PROBLEM TO SOLVE: Transcribe every entry that follows exactly, omitting all pictures.

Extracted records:
--

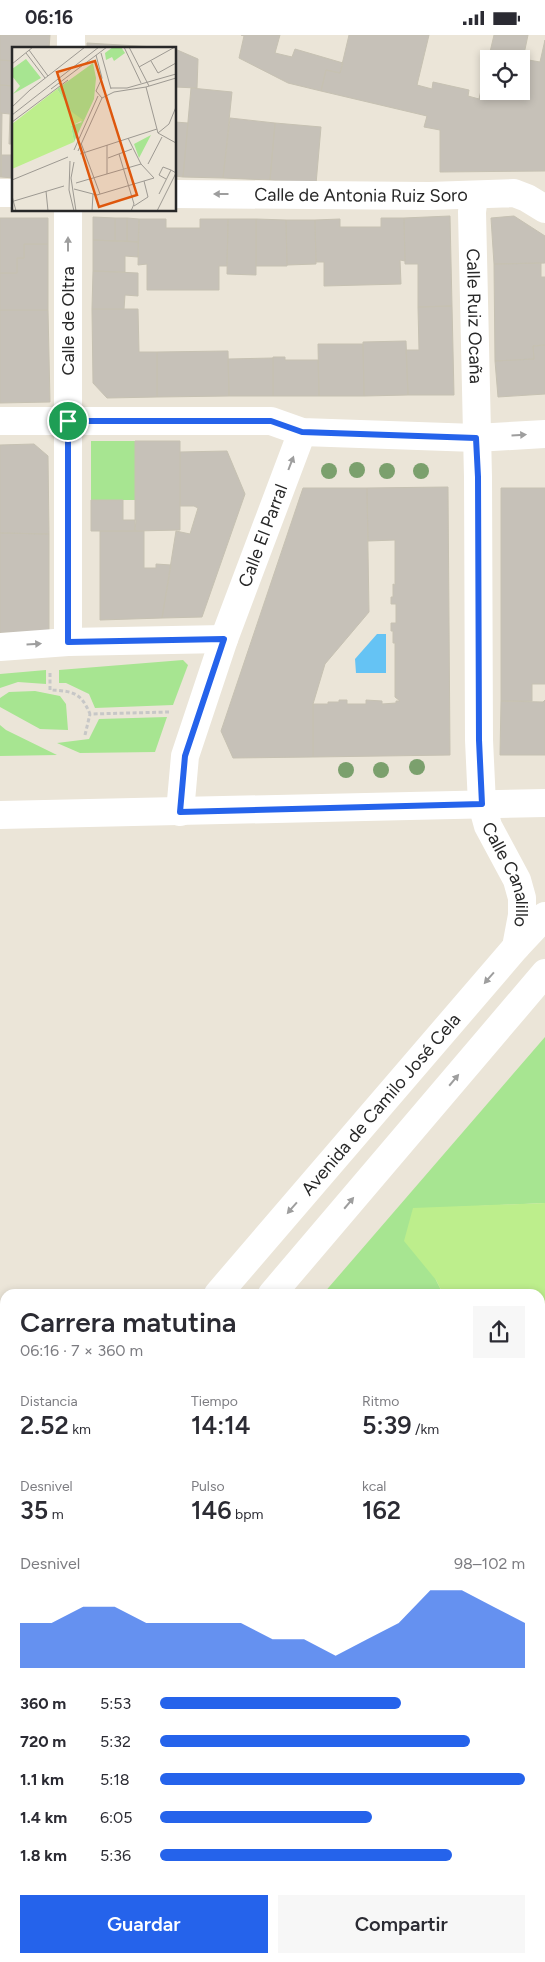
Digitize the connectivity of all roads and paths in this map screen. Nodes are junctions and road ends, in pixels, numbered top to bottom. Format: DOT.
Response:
graph roads {
  1 [pos="176,194"];
  2 [pos="477,195"];
  3 [pos="545,209"];
  4 [pos="68,211"];
  5 [pos="0,421"];
  6 [pos="68,421"];
  7 [pos="302,432"];
  8 [pos="545,434"];
  9 [pos="476,438"];
  10 [pos="224,639"];
  11 [pos="68,642"];
  12 [pos="0,647"];
  13 [pos="50,673"];
  14 [pos="90,714"];
  15 [pos="85,735"];
  16 [pos="190,739"];
  17 [pos="545,803"];
  18 [pos="482,804"];
  19 [pos="180,812"];
  20 [pos="0,815"];
  21 [pos="545,916"];
  22 [pos="516,947"];
  23 [pos="545,973"];
  24 [pos="222,1289"];
  25 [pos="276,1289"];
  2 -- 1 [label="street, Calle de Antonia Ruiz Soro, one-way"];
  2 -- 3 [label="street, Calle de Antonia Ruiz Soro"];
  2 -- 9 [label="street, Calle Ruiz Ocaña"];
  6 -- 4 [label="street, Calle de Oltra, one-way"];
  5 -- 6 [label="street"];
  6 -- 7 [label="street"];
  6 -- 11 [label="street, Calle de Oltra"];
  7 -- 9 [label="street"];
  10 -- 7 [label="street, Calle El Parral, one-way"];
  9 -- 8 [label="street, one-way"];
  9 -- 18 [label="street, Calle Ruiz Ocaña"];
  10 -- 11 [label="street"];
  10 -- 16 [label="street, Calle El Parral"];
  12 -- 11 [label="street, one-way"];
  13 -- 14 [label="path"];
  14 -- 15 [label="path"];
  14 -- 16 [label="path"];
  16 -- 19 [label="street, Calle El Parral"];
  17 -- 18 [label="street"];
  18 -- 19 [label="street"];
  18 -- 22 [label="street, Calle Canalillo"];
  19 -- 20 [label="street"];
  21 -- 22 [label="street, Avenida de Camilo José Cela"];
  22 -- 24 [label="street, Avenida de Camilo José Cela, one-way"];
  25 -- 23 [label="street, one-way"];
}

--

TASK OUTPUT:
Digitize the connectivity of all roads and paths in this map screen. Nodes are junctions and road ends, in pixels, numbered top to bottom. Format: DOT.
Response:
graph roads {
  1 [pos="176,194"];
  2 [pos="477,195"];
  3 [pos="545,209"];
  4 [pos="68,211"];
  5 [pos="0,421"];
  6 [pos="68,421"];
  7 [pos="302,432"];
  8 [pos="545,434"];
  9 [pos="476,438"];
  10 [pos="224,639"];
  11 [pos="68,642"];
  12 [pos="0,647"];
  13 [pos="50,673"];
  14 [pos="90,714"];
  15 [pos="85,735"];
  16 [pos="190,739"];
  17 [pos="545,803"];
  18 [pos="482,804"];
  19 [pos="180,812"];
  20 [pos="0,815"];
  21 [pos="545,916"];
  22 [pos="516,947"];
  23 [pos="545,973"];
  24 [pos="222,1289"];
  25 [pos="276,1289"];
  2 -- 1 [label="street, Calle de Antonia Ruiz Soro, one-way"];
  2 -- 3 [label="street, Calle de Antonia Ruiz Soro"];
  2 -- 9 [label="street, Calle Ruiz Ocaña"];
  6 -- 4 [label="street, Calle de Oltra, one-way"];
  5 -- 6 [label="street"];
  6 -- 7 [label="street"];
  6 -- 11 [label="street, Calle de Oltra"];
  7 -- 9 [label="street"];
  10 -- 7 [label="street, Calle El Parral, one-way"];
  9 -- 8 [label="street, one-way"];
  9 -- 18 [label="street, Calle Ruiz Ocaña"];
  10 -- 11 [label="street"];
  10 -- 16 [label="street, Calle El Parral"];
  12 -- 11 [label="street, one-way"];
  13 -- 14 [label="path"];
  14 -- 15 [label="path"];
  14 -- 16 [label="path"];
  16 -- 19 [label="street, Calle El Parral"];
  17 -- 18 [label="street"];
  18 -- 19 [label="street"];
  18 -- 22 [label="street, Calle Canalillo"];
  19 -- 20 [label="street"];
  21 -- 22 [label="street, Avenida de Camilo José Cela"];
  22 -- 24 [label="street, Avenida de Camilo José Cela, one-way"];
  25 -- 23 [label="street, one-way"];
}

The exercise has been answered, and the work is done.